Gross operating expenses: Class A, 1.17%; Class B, 1.87%; Class C, 1.87%; Class R, 1.62%; Class Z, 0.87%. Net operating expenses apply to: Class A, 1.14%; Class B, 1.85%; Class C, 1.85%; Class R, 1.35%; Class Z, 0.85%, after contractual reductions.*
| | |
| | Visit our website at www.jennisondryden.com |
Source: Prudential Investments LLC and Lipper Inc.
Inception date returns are provided for any share class with less than 10 calendar years of returns.

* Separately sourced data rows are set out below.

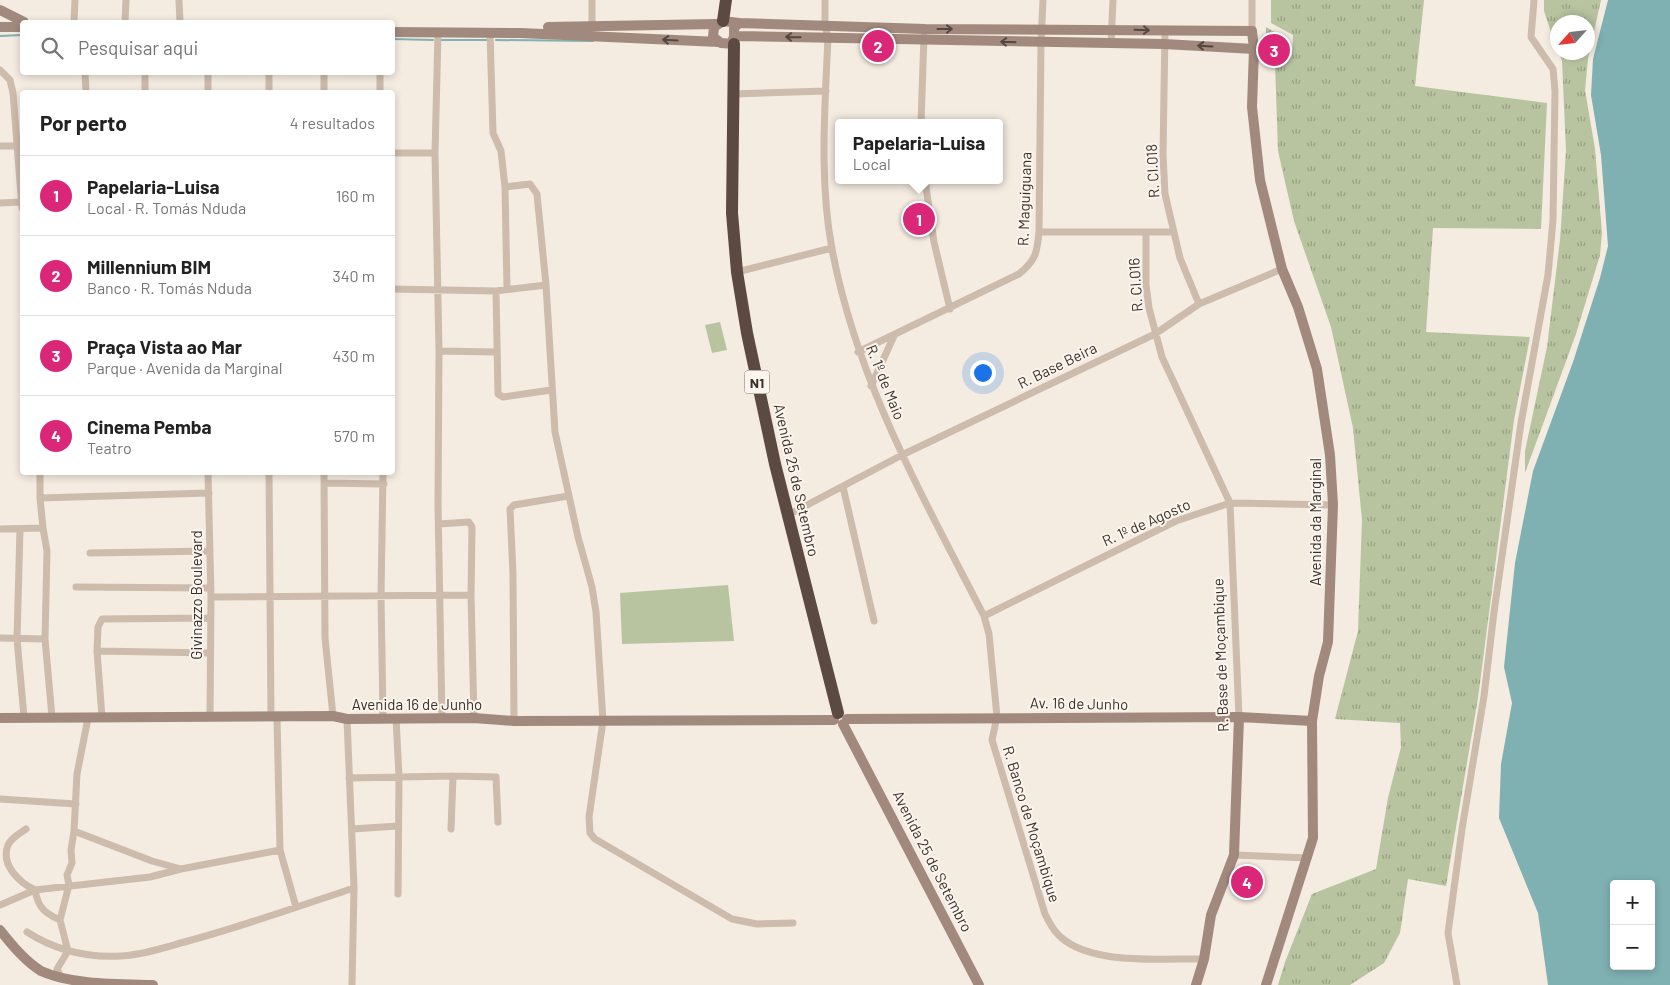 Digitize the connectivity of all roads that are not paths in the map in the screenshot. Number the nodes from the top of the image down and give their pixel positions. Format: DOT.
graph roads {
  1 [pos="75,0"];
  2 [pos="126,0"];
  3 [pos="179,0"];
  4 [pos="592,0"];
  5 [pos="726,0"];
  6 [pos="825,0"];
  7 [pos="1043,0"];
  8 [pos="1113,0"];
  9 [pos="1252,0"];
  10 [pos="1534,0"];
  11 [pos="0,10"];
  12 [pos="20,20"];
  13 [pos="74,20"];
  14 [pos="125,20"];
  15 [pos="180,20"];
  16 [pos="719,23"];
  17 [pos="739,23"];
  18 [pos="825,26"];
  19 [pos="0,27"];
  20 [pos="20,27"];
  21 [pos="592,27"];
  22 [pos="925,29"];
  23 [pos="1042,29"];
  24 [pos="1112,29"];
  25 [pos="1165,31"];
  26 [pos="1252,31"];
  27 [pos="395,32"];
  28 [pos="621,32"];
  29 [pos="438,33"];
  30 [pos="490,33"];
  31 [pos="520,33"];
  32 [pos="828,37"];
  33 [pos="736,40"];
  34 [pos="924,40"];
  35 [pos="719,42"];
  36 [pos="1040,43"];
  37 [pos="1111,44"];
  38 [pos="1164,44"];
  39 [pos="1254,49"];
  40 [pos="0,70"];
  41 [pos="85,75"];
  42 [pos="145,75"];
  43 [pos="208,75"];
  44 [pos="269,75"];
  45 [pos="324,75"];
  46 [pos="380,75"];
  47 [pos="86,90"];
  48 [pos="145,90"];
  49 [pos="208,90"];
  50 [pos="269,90"];
  51 [pos="324,90"];
  52 [pos="380,90"];
  53 [pos="826,92"];
  54 [pos="733,94"];
  55 [pos="921,119"];
  56 [pos="0,146"];
  57 [pos="20,146"];
  58 [pos="395,153"];
  59 [pos="434,154"];
  60 [pos="927,184"];
  61 [pos="505,186"];
  62 [pos="0,203"];
  63 [pos="20,205"];
  64 [pos="1039,232"];
  65 [pos="1173,232"];
  66 [pos="1146,234"];
  67 [pos="832,248"];
  68 [pos="1282,269"];
  69 [pos="737,272"];
  70 [pos="546,285"];
  71 [pos="438,288"];
  72 [pos="395,289"];
  73 [pos="507,289"];
  74 [pos="496,291"];
  75 [pos="1199,304"];
  76 [pos="950,309"];
  77 [pos="1155,334"];
  78 [pos="894,336"];
  79 [pos="439,351"];
  80 [pos="495,352"];
  81 [pos="858,352"];
  82 [pos="871,386"];
  83 [pos="551,390"];
  84 [pos="902,455"];
  85 [pos="40,475"];
  86 [pos="208,475"];
  87 [pos="269,475"];
  88 [pos="324,475"];
  89 [pos="383,475"];
  90 [pos="324,483"];
  91 [pos="384,484"];
  92 [pos="844,487"];
  93 [pos="209,492"];
  94 [pos="568,496"];
  95 [pos="40,498"];
  96 [pos="1230,504"];
  97 [pos="1333,504"];
  98 [pos="788,515"];
  99 [pos="439,524"];
  100 [pos="43,528"];
  101 [pos="0,529"];
  102 [pos="20,529"];
  103 [pos="210,551"];
  104 [pos="90,553"];
  105 [pos="76,587"];
  106 [pos="211,588"];
  107 [pos="471,595"];
  108 [pos="325,596"];
  109 [pos="440,596"];
  110 [pos="211,597"];
  111 [pos="269,597"];
  112 [pos="381,597"];
  113 [pos="984,616"];
  114 [pos="210,618"];
  115 [pos="874,621"];
  116 [pos="0,638"];
  117 [pos="17,639"];
  118 [pos="45,639"];
  119 [pos="98,651"];
  120 [pos="210,653"];
  121 [pos="333,716"];
  122 [pos="24,717"];
  123 [pos="52,717"];
  124 [pos="102,717"];
  125 [pos="384,717"];
  126 [pos="996,717"];
  127 [pos="1239,717"];
  128 [pos="0,718"];
  129 [pos="88,718"];
  130 [pos="210,718"];
  131 [pos="274,718"];
  132 [pos="396,718"];
  133 [pos="474,718"];
  134 [pos="347,719"];
  135 [pos="442,719"];
  136 [pos="841,719"];
  137 [pos="514,721"];
  138 [pos="604,721"];
  139 [pos="1312,721"];
  140 [pos="453,776"];
  141 [pos="399,777"];
  142 [pos="349,778"];
  143 [pos="0,799"];
  144 [pos="76,804"];
  145 [pos="498,822"];
  146 [pos="398,826"];
  147 [pos="352,828"];
  148 [pos="26,829"];
  149 [pos="451,829"];
  150 [pos="74,831"];
  151 [pos="280,850"];
  152 [pos="1234,855"];
  153 [pos="1308,858"];
  154 [pos="181,869"];
  155 [pos="69,885"];
  156 [pos="354,888"];
  157 [pos="35,890"];
  158 [pos="398,894"];
  159 [pos="0,905"];
  160 [pos="296,907"];
  161 [pos="60,920"];
  162 [pos="793,923"];
  163 [pos="0,930"];
  164 [pos="27,932"];
  165 [pos="68,951"];
  166 [pos="1204,959"];
  167 [pos="62,980"];
  168 [pos="153,985"];
  169 [pos="352,985"];
  170 [pos="980,985"];
  171 [pos="1196,985"];
  172 [pos="1266,985"];
  173 [pos="1457,985"];
  1 -- 13 [label="street"];
  2 -- 14 [label="street"];
  3 -- 15 [label="street"];
  4 -- 21 [label="street"];
  5 -- 16 [label="highway"];
  6 -- 18 [label="street"];
  7 -- 23 [label="street, R. Maguiguana"];
  8 -- 24 [label="street"];
  9 -- 26 [label="street, Avenida da Marginal"];
  10 -- 173 [label="street"];
  11 -- 12 [label="street"];
  16 -- 17 [label="street"];
  16 -- 28 [label="street"];
  16 -- 35 [label="street"];
  17 -- 18 [label="street"];
  17 -- 33 [label="street"];
  18 -- 22 [label="street"];
  18 -- 32 [label="street, R. 1º de Maio"];
  19 -- 20 [label="street"];
  21 -- 28 [label="street"];
  21 -- 31 [label="street"];
  22 -- 23 [label="street, one-way"];
  22 -- 34 [label="street"];
  23 -- 24 [label="street"];
  23 -- 36 [label="street, R. Maguiguana"];
  24 -- 25 [label="street, one-way"];
  24 -- 37 [label="street"];
  25 -- 26 [label="street"];
  25 -- 38 [label="street, R. CI.018"];
  26 -- 39 [label="street, Avenida da Marginal"];
  27 -- 29 [label="street"];
  28 -- 31 [label="street"];
  35 -- 28 [label="street, one-way"];
  29 -- 30 [label="street"];
  29 -- 59 [label="street"];
  30 -- 31 [label="street"];
  30 -- 61 [label="street"];
  32 -- 33 [label="street, one-way"];
  32 -- 34 [label="street"];
  32 -- 53 [label="street, R. 1º de Maio"];
  33 -- 35 [label="street"];
  33 -- 54 [label="highway, Avenida 25 de Setembro / N1"];
  36 -- 34 [label="street, one-way"];
  34 -- 55 [label="street"];
  36 -- 37 [label="street"];
  36 -- 64 [label="street, R. Maguiguana"];
  37 -- 38 [label="street"];
  39 -- 38 [label="street, one-way"];
  38 -- 65 [label="street, R. CI.018"];
  39 -- 68 [label="street, Avenida da Marginal"];
  40 -- 57 [label="street"];
  41 -- 47 [label="street"];
  42 -- 48 [label="street"];
  43 -- 49 [label="street"];
  44 -- 50 [label="street"];
  45 -- 51 [label="street"];
  46 -- 52 [label="street"];
  53 -- 54 [label="street"];
  53 -- 67 [label="street, R. 1º de Maio"];
  54 -- 69 [label="highway, Avenida 25 de Setembro / N1"];
  56 -- 57 [label="street"];
  58 -- 59 [label="street"];
  59 -- 71 [label="street"];
  60 -- 76 [label="street"];
  61 -- 70 [label="street"];
  61 -- 73 [label="street"];
  62 -- 63 [label="street"];
  64 -- 66 [label="street"];
  64 -- 76 [label="street, R. Maguiguana"];
  65 -- 66 [label="street"];
  65 -- 75 [label="street, R. CI.018"];
  66 -- 77 [label="street, R. CI.016"];
  67 -- 69 [label="street"];
  67 -- 81 [label="street, R. 1º de Maio"];
  68 -- 75 [label="street, R. Base Beira"];
  68 -- 97 [label="street, Avenida da Marginal"];
  69 -- 98 [label="highway, Avenida 25 de Setembro / N1"];
  70 -- 73 [label="street"];
  70 -- 83 [label="street"];
  71 -- 72 [label="street"];
  71 -- 74 [label="street"];
  71 -- 79 [label="street"];
  73 -- 74 [label="street"];
  74 -- 80 [label="street"];
  75 -- 77 [label="street, R. Base Beira"];
  76 -- 78 [label="street, R. Maguiguana"];
  77 -- 84 [label="street, R. Base Beira"];
  77 -- 96 [label="street, R. Base de Moçambique"];
  78 -- 81 [label="street, R. Maguiguana"];
  78 -- 82 [label="street"];
  79 -- 80 [label="street"];
  79 -- 99 [label="street"];
  80 -- 83 [label="street"];
  81 -- 82 [label="street, R. 1º de Maio"];
  82 -- 84 [label="street, R. 1º de Maio"];
  83 -- 94 [label="street"];
  84 -- 92 [label="street, R. Base Beira"];
  84 -- 113 [label="street, R. 1º de Maio"];
  85 -- 95 [label="street"];
  86 -- 93 [label="street, Givinazzo Boulevard"];
  87 -- 111 [label="street"];
  88 -- 90 [label="street"];
  89 -- 91 [label="street"];
  90 -- 91 [label="street"];
  90 -- 108 [label="street"];
  91 -- 112 [label="street"];
  92 -- 98 [label="street, R. Base Beira"];
  92 -- 115 [label="street"];
  93 -- 95 [label="street"];
  93 -- 103 [label="street, Givinazzo Boulevard"];
  94 -- 137 [label="street"];
  94 -- 138 [label="street"];
  95 -- 100 [label="street"];
  96 -- 97 [label="street, R. 1º de Agosto"];
  96 -- 113 [label="street, R. 1º de Agosto"];
  96 -- 127 [label="street, R. Base de Moçambique"];
  97 -- 139 [label="street, Avenida da Marginal"];
  98 -- 136 [label="highway, Avenida 25 de Setembro / N1"];
  99 -- 107 [label="street"];
  99 -- 109 [label="street"];
  100 -- 102 [label="street"];
  100 -- 118 [label="street"];
  101 -- 102 [label="street"];
  102 -- 117 [label="street"];
  103 -- 104 [label="street"];
  103 -- 106 [label="street, Givinazzo Boulevard"];
  105 -- 106 [label="street"];
  106 -- 110 [label="street, Givinazzo Boulevard"];
  107 -- 109 [label="street"];
  107 -- 133 [label="street"];
  108 -- 111 [label="street"];
  108 -- 112 [label="street"];
  108 -- 121 [label="street"];
  109 -- 112 [label="street"];
  109 -- 135 [label="street"];
  110 -- 111 [label="street"];
  110 -- 114 [label="street, Givinazzo Boulevard"];
  111 -- 131 [label="street"];
  112 -- 125 [label="street"];
  113 -- 126 [label="street, R. 1º de Maio"];
  114 -- 119 [label="street"];
  114 -- 120 [label="street, Givinazzo Boulevard"];
  116 -- 117 [label="street"];
  117 -- 118 [label="street"];
  117 -- 122 [label="street"];
  118 -- 123 [label="street"];
  119 -- 120 [label="street"];
  119 -- 124 [label="street"];
  120 -- 130 [label="street, Givinazzo Boulevard"];
  121 -- 131 [label="street, Avenida 16 de Junho"];
  121 -- 134 [label="street, Avenida 16 de Junho"];
  122 -- 123 [label="street, Avenida 16 de Junho"];
  122 -- 128 [label="street, Avenida 16 de Junho"];
  123 -- 129 [label="street, Avenida 16 de Junho"];
  124 -- 129 [label="street, Avenida 16 de Junho"];
  124 -- 130 [label="street, Avenida 16 de Junho"];
  125 -- 132 [label="street, Avenida 16 de Junho"];
  125 -- 134 [label="street, Avenida 16 de Junho"];
  126 -- 127 [label="street, Av. 16 de Junho"];
  126 -- 136 [label="street, Av. 16 de Junho"];
  126 -- 166 [label="street, R. Banco de Moçambique"];
  127 -- 139 [label="street, Av. 16 de Junho"];
  127 -- 152 [label="street, R. Base de Moçambique"];
  129 -- 144 [label="street"];
  130 -- 131 [label="street, Avenida 16 de Junho"];
  131 -- 151 [label="street"];
  132 -- 135 [label="street, Avenida 16 de Junho"];
  132 -- 141 [label="street"];
  133 -- 135 [label="street, Avenida 16 de Junho"];
  133 -- 137 [label="street, Avenida 16 de Junho"];
  134 -- 142 [label="street"];
  136 -- 138 [label="street, Avenida 16 de Junho"];
  136 -- 170 [label="street, Avenida 25 de Setembro / N1"];
  137 -- 138 [label="street, Avenida 16 de Junho"];
  138 -- 162 [label="street"];
  139 -- 153 [label="street, Avenida da Marginal"];
  140 -- 141 [label="street"];
  140 -- 145 [label="street"];
  140 -- 149 [label="street"];
  141 -- 142 [label="street"];
  141 -- 146 [label="street"];
  142 -- 147 [label="street"];
  143 -- 144 [label="street"];
  144 -- 150 [label="street"];
  146 -- 147 [label="street"];
  146 -- 158 [label="street"];
  147 -- 156 [label="street"];
  148 -- 157 [label="street"];
  150 -- 154 [label="street"];
  150 -- 155 [label="street"];
  151 -- 154 [label="street"];
  151 -- 160 [label="street"];
  152 -- 153 [label="street"];
  152 -- 166 [label="street, R. Base de Moçambique"];
  153 -- 172 [label="street, Avenida da Marginal"];
  154 -- 155 [label="street"];
  155 -- 157 [label="street"];
  155 -- 161 [label="street"];
  156 -- 160 [label="street"];
  156 -- 169 [label="street"];
  157 -- 159 [label="street"];
  157 -- 161 [label="street"];
  160 -- 165 [label="street"];
  161 -- 165 [label="street"];
  163 -- 167 [label="street"];
  164 -- 165 [label="street"];
  165 -- 167 [label="street"];
  166 -- 171 [label="street, R. Base de Moçambique"];
  167 -- 168 [label="street"];
}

The graph compares a $10,000 investment in the Jennison Natural Resources Fund, Inc. (Class A shares) with a similar investment in the Lipper Natural Resources Index, Morgan Stanley Capital International World Net Dividends Index (MSCI World ND Index) and the Standard & Poor’s 500 Composite Stock Price Index (S&P 500 Index) by portraying the initial account values at the beginning of the 10-year period for Class A shares (May 31, 1998) and the account values at the end of the current fiscal year (May 31, 2008) as measured on a quarterly basis. For purposes of the graph, and unless otherwise indicated, it has been assumed that (a) the maximum applicable front-end sales charge was deducted from the initial $10,000 investment in Class A shares; (b) all recurring fees (including management fees) were deducted; and (c) all dividends and distributions were reinvested. The line graph provides information for Class A shares only. As indicated in the tables provided earlier, performance for Class B, C, R, and Z shares will vary due to the differing charges and expenses applicable to each share class (as indicated in the following paragraphs). Without a distribution and service (12b-1) fee waiver of 0.05% for Class A shares which expired September 30, 2007, the returns shown in the graph and for Class A shares in the tables would have been lower.
The Lipper Natural Resources Index is an unmanaged index which tracks the performance of the 30 largest natural resources mutual funds. MSCI World ND Index is a free float-adjusted, market-capitalization index that is designed to measure global developed market equity performance. The MSCI World ND Index consists of approximately 23 developed market indexes in Australia, Canada, Europe, the Far East, New Zealand, and the United States. The S&P 500 Index is an unmanaged index of 500 stocks of large U.S. public companies. It gives a broad look at how stock prices have performed in the United States. The Indexes’ total returns include the reinvestment of all dividends, but do not include the effects of sales charges, operating expenses of a mutual fund, or taxes that may be paid by an investor. The returns for the Indexes would be lower if they included the effects of sales charges, operating expenses, or taxes. The securities that comprise the Indexes may differ substantially from the securities in the Fund. These are not the only indexes that may be used to characterize performance of sector stock funds. Other indexes may portray different comparative performance. Investors cannot invest directly in an index.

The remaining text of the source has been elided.